Les Africains, en général, parlent de leurs Sociétés traditionnelles comme étant basées sur la philosophie et la sagesse du bonheur partagé; les Sociétés où communautarisme fait la loi, les Sociétés qui ignorent l’individualisme du système capitaliste occidental. La bisoïté vient du lingala biso qui veut dire “nous”; il s’agit d’un “nous” planétaire, inclusif, qui intègre le “je” et qui ne s’oppose pas aux autres groupes considérés comme des ennemis. En effet, la bisoïté est un néologisme qui a été conçu et développé philosophiquement par le Professeur Tshiamalenga Tumba, dans l’objectif de souligner la mentalité africaine qui serait axée sur le “nous” et non sur le “je” individualiste et égoïste, sur la communauté et non sur l’individu isolé ou coupé de sa communauté d’appartenance. D’ailleurs, le “je” ou l’individu trouve son sens et son épanouissement personnel quand il est harmonieusement intégré dans le “nous” ou dans la communauté. Nous sommes, donc je suis, je suis, car nous sommes, dit-on en Afrique. Il y a là une virtualité circulaire à l’instar de deux vases
communicants, qui se fécondent mutuellement sans toutefois s’anéantir.
Le mot Ubuntu ou Bumuntu est traduit en français par l’humanité, un ensemble de valeurs fondamentales, humaines, qui régissent les Sociétés africaines. Les Africains voudraient que leurs Sociétés modernes et leurs jeunes démocraties soient imprégnées de valeurs jaillissant de la bisoïté ou de l’Ubuntu ou Bumuntu. En ce sens, la bisoïté, l’Ubuntu ou Bumuntu sont là des concepts fondamentaux constituant le socle des Sociétés africaines.
Cela dit, il est capital de se demander: quel est le fondement de la philosophie africaine de la bisoïté, de l’Ubuntu ou Bumuntu? C’est la question qui va aiguller notre recherche.
Nous voudrions ici faire une immersion dans la pensée du Professeur Oscar Bimwenyi Kweshi pour dégager le fondement de ce que d’aucuns appellent Bisoïté, Ubuntu ou Bumuntu. D’après nous, pour bien comprendre ces valeurs, il faut d’abord saisir les dimensions constitutives du Muntu muine, c’est-à-dire la personne humaine tout court, sans distinction d’ethnie, qui est appelée à les vivre concrètement dans sa vie quotidienne au sein de la Société. Selon Oscar Bimwenyi Kweshi, le Muntu muine ou la Personne humaine,
dans son intégralité, est un être caractérisé par un triangle vital ou tridimensionnel:
- il est tourné vers Dieu,
- il est tourné vers ses semblables et, en fin,
- il est tourné vers le cosmos.
- Le Muntu muine, ou la personne humaine, est tourné vers Dieu.

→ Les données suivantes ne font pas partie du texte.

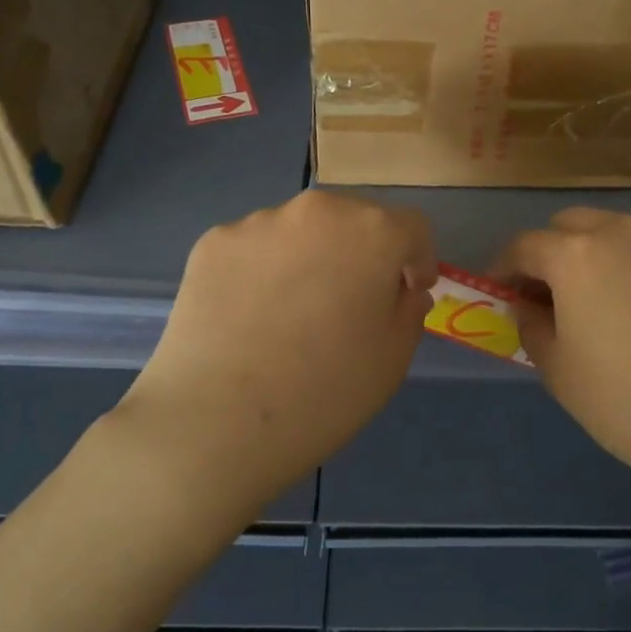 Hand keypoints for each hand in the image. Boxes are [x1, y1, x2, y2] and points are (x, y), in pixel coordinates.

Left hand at [112, 190, 435, 516]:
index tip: (409, 291)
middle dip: (364, 253)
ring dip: (311, 258)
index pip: (412, 228)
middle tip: (352, 303)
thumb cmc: (325, 392)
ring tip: (293, 314)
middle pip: (354, 220)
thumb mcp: (393, 357)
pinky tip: (251, 318)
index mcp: (372, 231)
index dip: (418, 259)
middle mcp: (317, 210)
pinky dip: (263, 271)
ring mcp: (258, 222)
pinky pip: (255, 249)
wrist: (215, 421)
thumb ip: (408, 309)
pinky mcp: (212, 243)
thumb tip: (399, 289)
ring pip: (301, 232)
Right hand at [495, 209, 630, 512]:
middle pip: (570, 226)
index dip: (503, 269)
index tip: (500, 296)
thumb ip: (532, 327)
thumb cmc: (628, 402)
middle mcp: (622, 235)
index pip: (524, 245)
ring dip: (591, 258)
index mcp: (577, 254)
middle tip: (546, 298)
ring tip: (594, 306)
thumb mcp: (559, 371)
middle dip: (548, 253)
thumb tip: (531, 307)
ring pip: (614, 235)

À l’instar du tournesol héliotrope, qui suit chaque instant la direction du soleil, le Muntu muine est ontologiquement polarisé vers Dieu, son Créateur. Oscar Bimwenyi Kweshi explique cette vérité en disant que l’existence de tout homme n’est rien d’autre que la réponse continue à l’appel de Dieu, l’appel que ce dernier a lancé via sa parole créatrice.
Cette dernière crée et habite la réalité créée en l’orientant vers son Créateur, sa source, qui est aussi sa destination finale. L’être humain est apparu au monde subsolaire par l’appel verbique et vibratoire lancé par Dieu, et, donc exister, pour Oscar Bimwenyi Kweshi, signifie être en train de répondre à l’appel de Dieu. Autrement dit, exister veut dire être tourné vers l’Appellant. Donc, le Muntu muine a une béance constitutive, une ouverture ontologique qui n’est pas facultative. Il est comme ça, et il ne peut pas être autrement.

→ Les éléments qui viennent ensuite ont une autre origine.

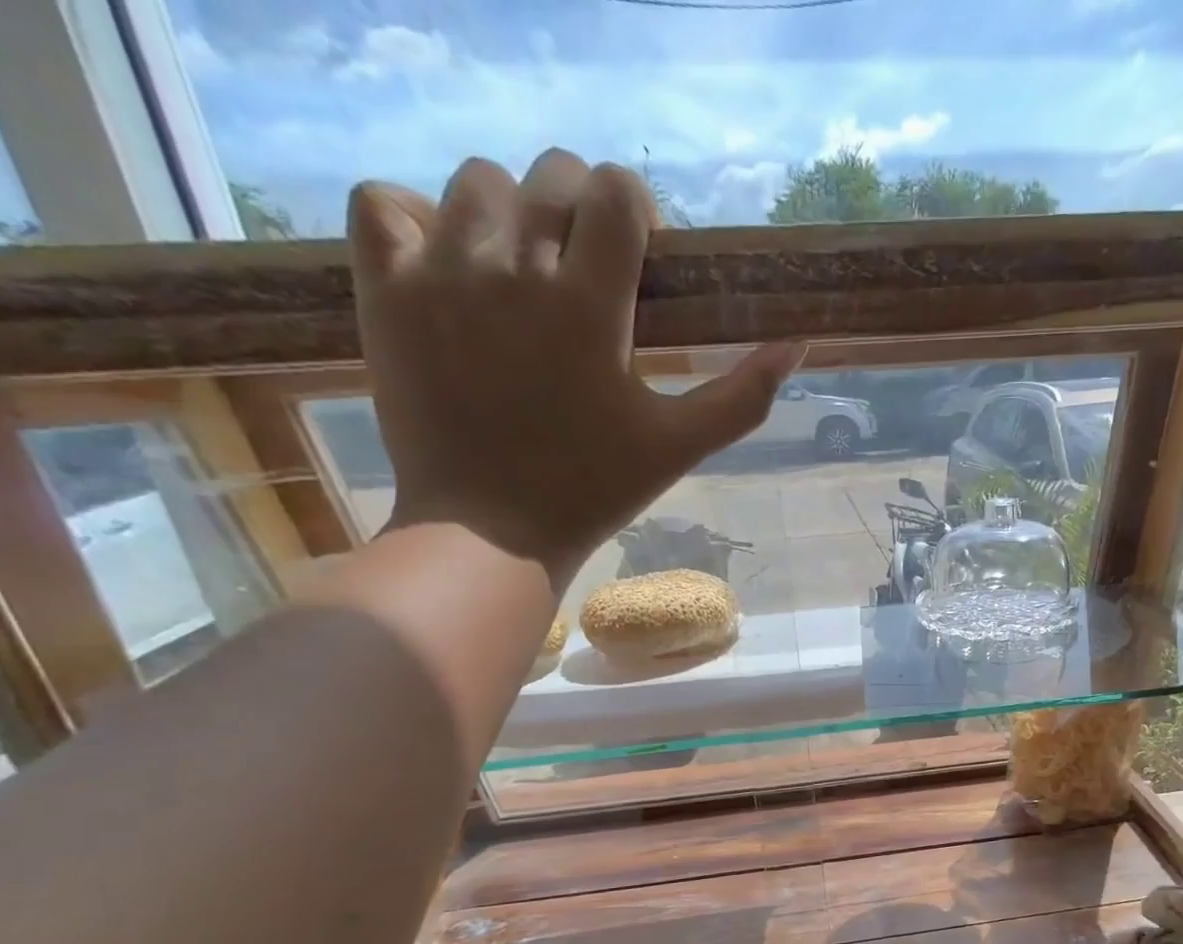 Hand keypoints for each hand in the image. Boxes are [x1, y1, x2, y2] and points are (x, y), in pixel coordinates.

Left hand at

- Le Muntu muine est tourné vers ses propres semblables Selon Oscar Bimwenyi Kweshi, le Muntu éprouve son existence comme celle d’un être qui n’est pas un atome isolé des autres, mais plutôt comme une expérience de la membralité.

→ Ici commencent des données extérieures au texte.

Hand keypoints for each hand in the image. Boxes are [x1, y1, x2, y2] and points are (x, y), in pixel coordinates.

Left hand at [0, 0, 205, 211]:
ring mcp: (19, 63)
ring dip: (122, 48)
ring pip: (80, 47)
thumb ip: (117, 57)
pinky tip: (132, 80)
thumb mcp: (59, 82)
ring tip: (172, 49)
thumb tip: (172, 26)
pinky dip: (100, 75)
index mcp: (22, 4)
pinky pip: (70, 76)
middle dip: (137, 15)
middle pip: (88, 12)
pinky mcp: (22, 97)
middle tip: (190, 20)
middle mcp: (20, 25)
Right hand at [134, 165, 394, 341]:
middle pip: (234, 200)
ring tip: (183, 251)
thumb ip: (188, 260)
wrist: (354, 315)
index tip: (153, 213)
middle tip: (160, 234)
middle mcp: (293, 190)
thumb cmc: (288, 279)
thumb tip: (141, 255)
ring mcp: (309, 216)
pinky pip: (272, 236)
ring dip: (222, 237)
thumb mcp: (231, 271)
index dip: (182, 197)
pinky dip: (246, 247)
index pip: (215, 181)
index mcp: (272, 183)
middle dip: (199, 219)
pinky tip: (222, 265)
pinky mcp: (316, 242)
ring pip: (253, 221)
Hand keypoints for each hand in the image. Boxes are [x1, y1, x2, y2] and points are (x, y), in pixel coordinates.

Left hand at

Ça veut dire que le Muntu muine est défini et se définit lui-même comme membre d’une grande communauté humaine, appelé à tisser des bonnes relations avec les autres membres de la même communauté dans un seul objectif principal: celui de promouvoir la vie afin que celle-ci triomphe de la mort. Il s’agit donc de tenir la mort à distance par la prière
communautaire, individuelle et par le travail, en vue de l’éclosion d’une Société africaine debout et d’une humanité planétaire toujours plus ennoblie.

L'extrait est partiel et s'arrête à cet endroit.